- [What to produce]
Every line with "Brasil" in it should be copied from the data.

Collected data entries
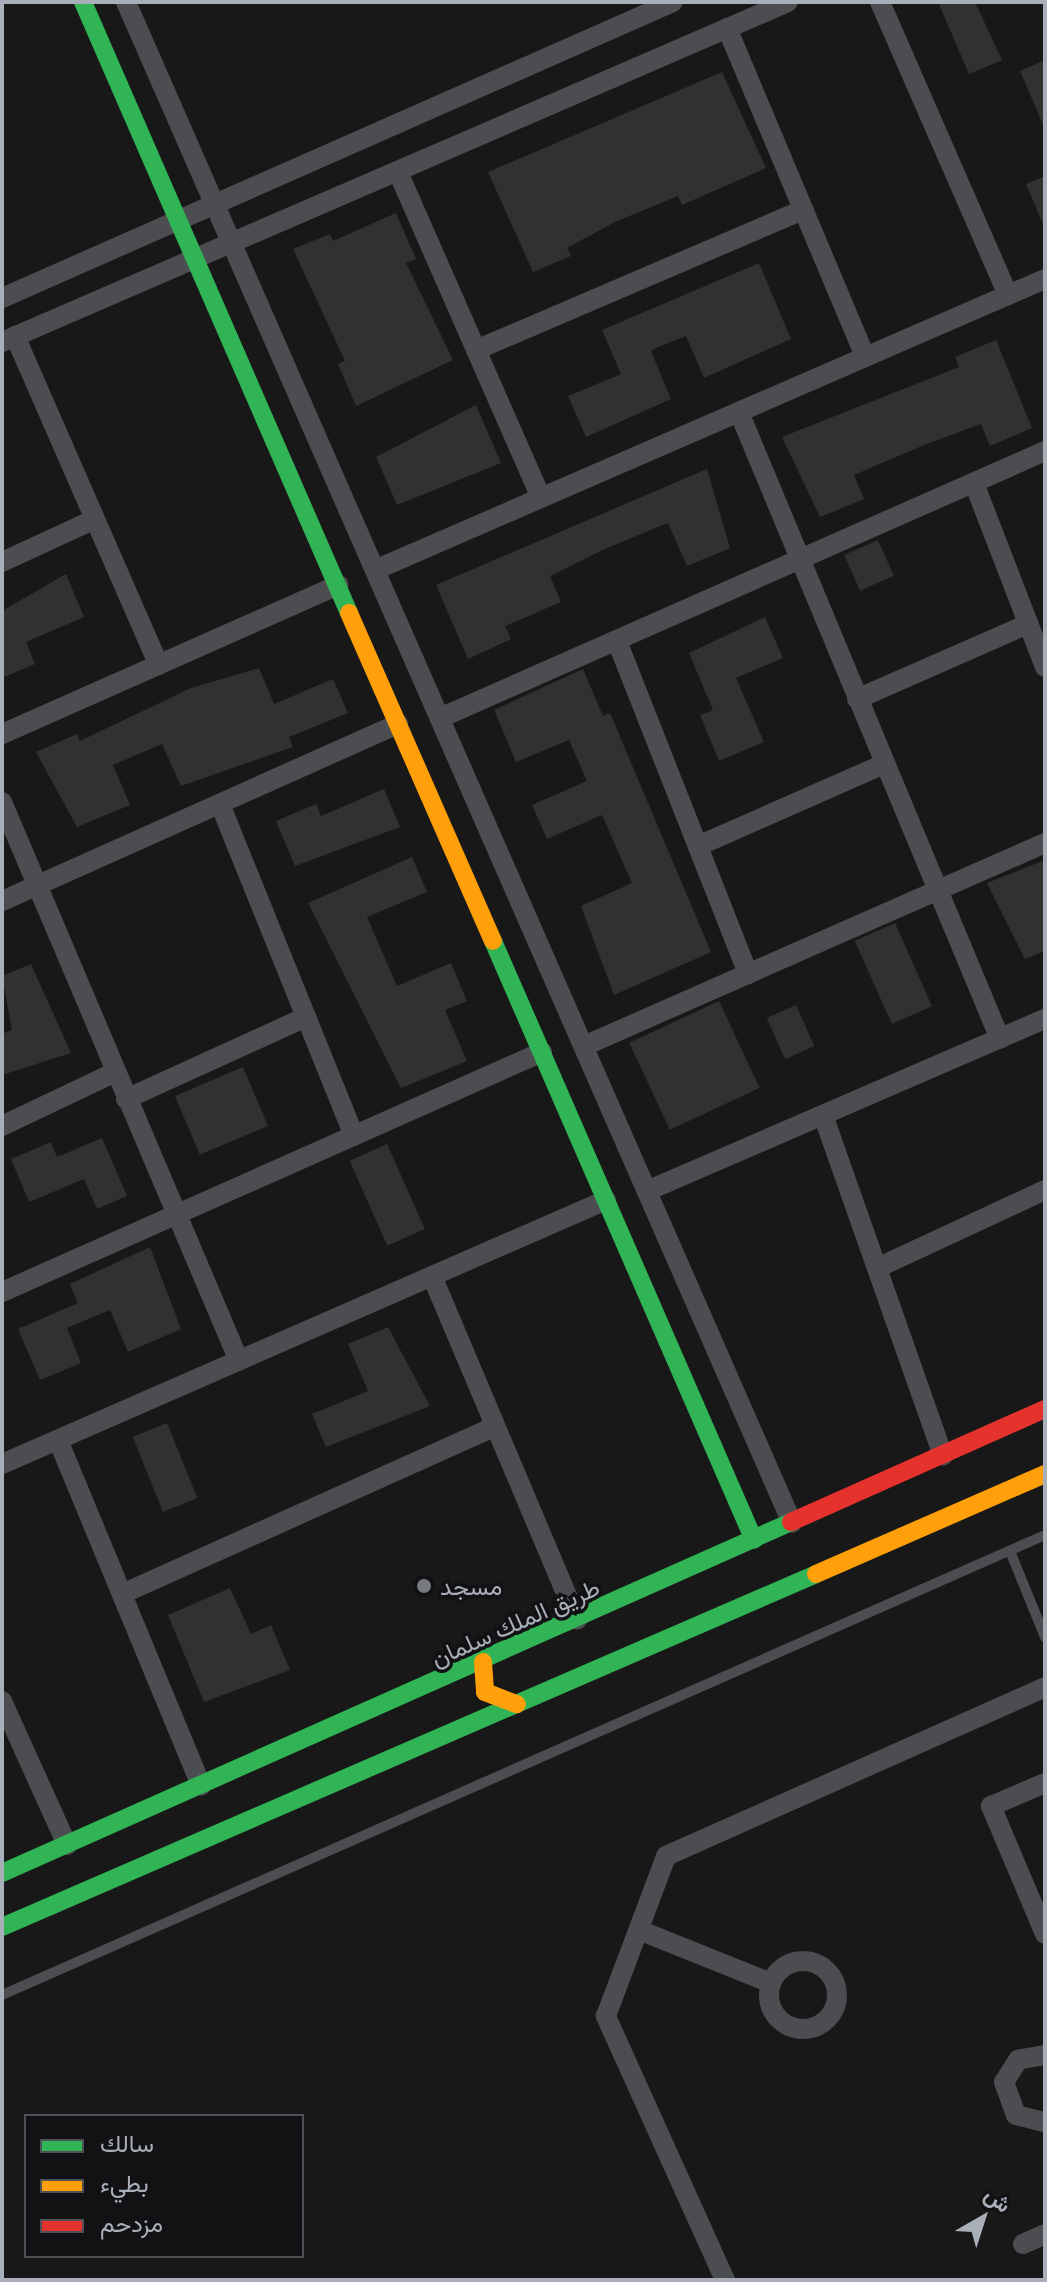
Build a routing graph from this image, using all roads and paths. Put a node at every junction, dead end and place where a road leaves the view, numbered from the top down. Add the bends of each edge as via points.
1 (83, 2) edge
2 (126, 2) edge
3 (673, 2) edge
4 (788, 2) edge
5 (880, 2) edge
6 (727, 28) junction
7 (398, 172) junction
8 (215, 204) junction
9 (803, 210) junction
10 (178, 220) junction
11 (233, 244) junction
12 (194, 257) junction
13 (1045, 279) edge
14 (1008, 295) junction
15 (2, 298) edge
16 (9, 339) edge
17 (476, 350) junction
18 (865, 357) junction
19 (739, 412) junction
20 (1045, 451) edge
21 (974, 483) junction
22 (541, 498) junction
23 (95, 519) junction
24 (798, 560) junction
25 (2, 562) edge
26 (375, 570) junction
27 (338, 585) junction
28 (1028, 624) junction
29 (617, 641) junction
30 (159, 665) junction
31 (1045, 667) edge
32 (857, 699) junction
33 (440, 718) junction
34 (398, 724) junction
35 (2, 734) edge
36 (884, 764) junction
37 (2, 802) edge
38 (220, 804) junction
39 (1045, 843) edge
40 (698, 846) junction
41 (37, 885) junction
42 (938, 890) junction
43 (2, 901) edge
44 (748, 974) junction
45 (306, 1017) junction
46 (1045, 1019) edge
47 (1000, 1039) junction
48 (584, 1046) junction
49 (542, 1052) junction
50 (115, 1072) junction
51 (126, 1099) junction
52 (823, 1115) junction
53 (2, 1126) edge
54 (354, 1136) junction
55 (1045, 1190) edge
56 (647, 1191) junction
57 (606, 1200) junction
58 (174, 1216) junction
59 (877, 1268) junction
60 (432, 1276) junction
61 (4, 1285) edge
62 (239, 1361) junction
63 (1045, 1409) edge
64 (495, 1426) junction
65 (58, 1440) junction
66 (943, 1455) junction
67 (2, 1464) edge
68 (1045, 1474) edge
69 (792, 1523) junction
70 (1045, 1535) edge
71 (754, 1540) junction
72 (1010, 1551) junction
73 (122, 1594) junction
74 (577, 1620) junction
75 (1045, 1637) edge
76 (483, 1662) junction
77 (1045, 1687) edge
78 (2, 1701) edge
79 (517, 1704) junction
80 (1045, 1783) edge
81 (201, 1786) junction
82 (67, 1845) junction
83 (2, 1873) edge
84 (2, 1927) edge
85 (639, 1930) junction
86 (1045, 1934) edge
87 (771, 1983) dead end
88 (2, 1995) edge
89 (1045, 2055) edge
90 (1045, 2122) edge
91 (1045, 2234) edge
92 (1023, 2244) dead end
93 (725, 2280) edge

1 - 10 main road
2 - 8 street
3 - 8 street
4 - 6 street
5 - 14 street
6 - 7 street
6 - 9 street
7 - 11 street
7 - 17 street
8 - 10 street
8 - 11 street
9 - 17 street
9 - 18 street
10 - 12 main road
10 - 15 street
11 - 12 street
11 - 26 street
12 - 16 street
12 - 27 main road
13 - 14 street
14 - 18 street
16 - 23 street
17 - 22 street
18 - 19 street
19 - 22 street
19 - 24 street
20 - 21 street
21 - 24 street
21 - 28 street
22 - 26 street
23 - 25 street
23 - 30 street
24 - 29 street
24 - 32 street
26 - 33 street
27 - 30 street
27 - 34 main road
28 - 31 street
28 - 32 street
29 - 33 street
29 - 40 street
30 - 35 street
32 - 36 street
33 - 48 street
34 - 38 street
34 - 49 main road
36 - 40 street
36 - 42 street
37 - 41 street
38 - 41 street
38 - 45 street
39 - 42 street
40 - 44 street
41 - 43 street
41 - 50 street
42 - 44 street
42 - 47 street
44 - 48 street
45 - 51 street
45 - 54 street
46 - 47 street
47 - 52 street
48 - 56 street
49 - 54 street
49 - 57 main road
50 - 51 street
50 - 53 street
51 - 58 street
52 - 56 street
52 - 59 street
54 - 58 street
55 - 59 street
56 - 69 street
57 - 60 street
57 - 71 main road
58 - 61 street
58 - 62 street
59 - 66 street
60 - 62 street
60 - 64 street
62 - 65 street
63 - 66 main road, طريق الملك سلمان
64 - 73 street
64 - 74 street
65 - 67 street
65 - 73 street
66 - 69 main road, طريق الملك سلمان
68 - 79 main road
69 - 71 main road, طريق الملك سلمان
70 - 72 lane
71 - 74 main road, طريق الملك سلمان
72 - 75 lane
72 - 88 lane
73 - 81 street
74 - 76 main road, طريق الملك سلمان
76 - 79 main road via 485,1692
76 - 81 main road, طريق الملك سلمان
77 - 85 street via 666,1856
78 - 82 street
79 - 84 main road
80 - 86 street via 991,1806
81 - 82 main road, طريق الملك سلمان
82 - 83 main road, طريق الملك سلمان
85 - 87 street
85 - 93 street via 606,2016
89 - 90 street via 1018,2060 1004,2082 1016,2115
91 - 92 street

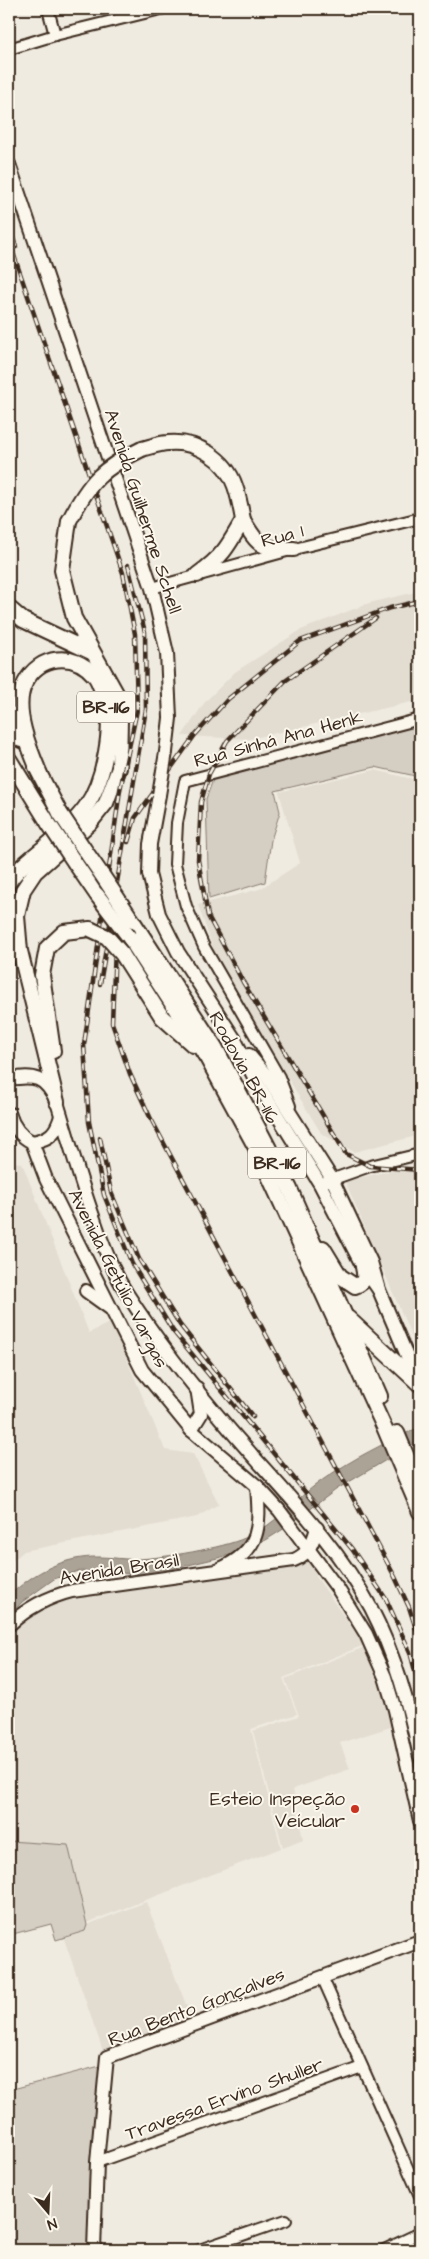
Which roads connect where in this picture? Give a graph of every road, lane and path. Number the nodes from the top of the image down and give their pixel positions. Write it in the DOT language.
graph roads {
  1 [pos="48,9"];
  2 [pos="161,9"];
  3 [pos="55,36"];
  4 [pos="9,49"];
  5 [pos="9,164"];
  6 [pos="420,518"];
  7 [pos="243,520"];
  8 [pos="294,549"];
  9 [pos="197,575"];
  10 [pos="152,588"];
  11 [pos="9,608"];
  12 [pos="93,653"];
  13 [pos="9,713"];
  14 [pos="420,720"];
  15 [pos="9,760"];
  16 [pos="40,774"];
  17 [pos="9,882"];
  18 [pos="206,1058"];
  19 [pos="9,1079"];
  20 [pos="58,1102"];
  21 [pos="9,1113"];
  22 [pos="62,1116"];
  23 [pos="290,1127"];
  24 [pos="32,1142"];
  25 [pos="420,1154"];
  26 [pos="326,1182"];
  27 [pos="301,1215"];
  28 [pos="362,1266"];
  29 [pos="379,1290"];
  30 [pos="86,1291"];
  31 [pos="112,1310"];
  32 [pos="344,1314"];
  33 [pos="420,1385"];
  34 [pos="197,1388"];
  35 [pos="388,1425"];
  36 [pos="191,1430"];
  37 [pos="407,1468"];
  38 [pos="257,1486"];
  39 [pos="420,1488"];
  40 [pos="420,1512"];
  41 [pos="316,1527"];
  42 [pos="309,1549"];
  43 [pos="214,1572"];
  44 [pos="9,1625"];
  45 [pos="380,1628"];
  46 [pos="366,1634"];
  47 [pos="420,1756"];
  48 [pos="417,1794"];
  49 [pos="420,1821"];
  50 [pos="420,1941"];
  51 [pos="323,1979"];
  52 [pos="362,2067"];
  53 [pos="97,2162"];
  54 [pos="420,2196"];
  55 [pos="286,2220"];
  56 [pos="420,2233"];
  57 [pos="94,2250"];
  58 [pos="199,2250"];
  59 [pos="384,2250"];
  1 -- 3 [label="street"];
  2 -- 3 [label="street"];
  3 -- 4 [label="street"];
  5 -- 10 [label="main road, Avenida Guilherme Schell"];
  6 -- 8 [label="street, Rua 1"];
  7 -- 8 [label="highway"];
  7 -- 9 [label="highway"];
  7 -- 12 [label="highway, bridge"];
  8 -- 9 [label="street, Rua 1"];
  9 -- 10 [label="street, Rua 1"];
  10 -- 23 [label="main road, Avenida Guilherme Schell, bridge"];
  11 -- 12 [label="highway"];
  12 -- 20 [label="highway"];
  13 -- 16 [label="highway, Rodovia BR-116 / BR-116"];
  14 -- 23 [label="street, Rua Sinhá Ana Henk"];
  15 -- 18 [label="highway, Rodovia BR-116 / BR-116, bridge"];
  16 -- 17 [label="highway, BR-116"];
  16 -- 27 [label="highway, Rodovia BR-116 / BR-116, bridge"];
  18 -- 20 [label="highway, BR-116, bridge"];
  18 -- 35 [label="highway, Rodovia BR-116 / BR-116"];
  19 -- 20 [label="main road"];
  20 -- 22 [label="main road, Avenida Getúlio Vargas"];
  21 -- 24 [label="main road, Avenida Getúlio Vargas"];
  22 -- 24 [label="main road"];
  22 -- 34 [label="main road, Avenida Getúlio Vargas"];
  23 -- 26 [label="main road, Avenida Guilherme Schell"];
  24 -- 31 [label="main road, Avenida Getúlio Vargas"];
  25 -- 26 [label="street"];
  26 -- 28 [label="main road, Avenida Guilherme Schell"];
  26 -- 29 [label="main road, Avenida Guilherme Schell"];
  27 -- 28 [label="highway"];
  27 -- 32 [label="highway, Rodovia BR-116 / BR-116"];
  28 -- 29 [label="main road, Avenida Guilherme Schell"];
  29 -- 33 [label="main road, Avenida Guilherme Schell"];
  30 -- 31 [label="main road"];
  31 -- 36 [label="main road, Avenida Getúlio Vargas"];
  32 -- 33 [label="highway, BR-116"];
  32 -- 35 [label="highway, Rodovia BR-116 / BR-116"];
  34 -- 36 [label="main road"];
  34 -- 41 [label="main road, Avenida Getúlio Vargas"];
  35 -- 37 [label="highway, Rodovia BR-116 / BR-116"];
  36 -- 38 [label="main road, Avenida Getúlio Vargas"];
  37 -- 39 [label="highway, Rodovia BR-116 / BR-116"];
  37 -- 40 [label="highway, Rodovia BR-116 / BR-116"];
  38 -- 42 [label="main road, Avenida Getúlio Vargas"];
  38 -- 43 [label="main road, Avenida Brasil"];
  41 -- 42 [label="main road"];
  41 -- 45 [label="main road, Avenida Getúlio Vargas"];
  42 -- 43 [label="main road, Avenida Brasil"];
  42 -- 46 [label="main road, Avenida Getúlio Vargas"];
  43 -- 44 [label="main road, Avenida Brasil"];
  45 -- 46 [label="main road"];
  45 -- 47 [label="main road, Avenida Getúlio Vargas"];
  46 -- 48 [label="main road, Avenida Getúlio Vargas"];
  48 -- 49 [label="main road, Avenida Getúlio Vargas"];
  50 -- 51 [label="main road, Rua Bento Gonçalves"];
  51 -- 52 [label="street"];
  51 -- 53 [label="main road, Rua Bento Gonçalves"];
  52 -- 53 [label="street, Travessa Ervino Shuller"];
  52 -- 54 [label="street"];
  53 -- 57 [label="main road, Rua Bento Gonçalves"];
  55 -- 58 [label="street"];
  56 -- 59 [label="street"];
}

- [Finished task]
  38 -- 43 [label="main road, Avenida Brasil"];
  42 -- 43 [label="main road, Avenida Brasil"];
  43 -- 44 [label="main road, Avenida Brasil"];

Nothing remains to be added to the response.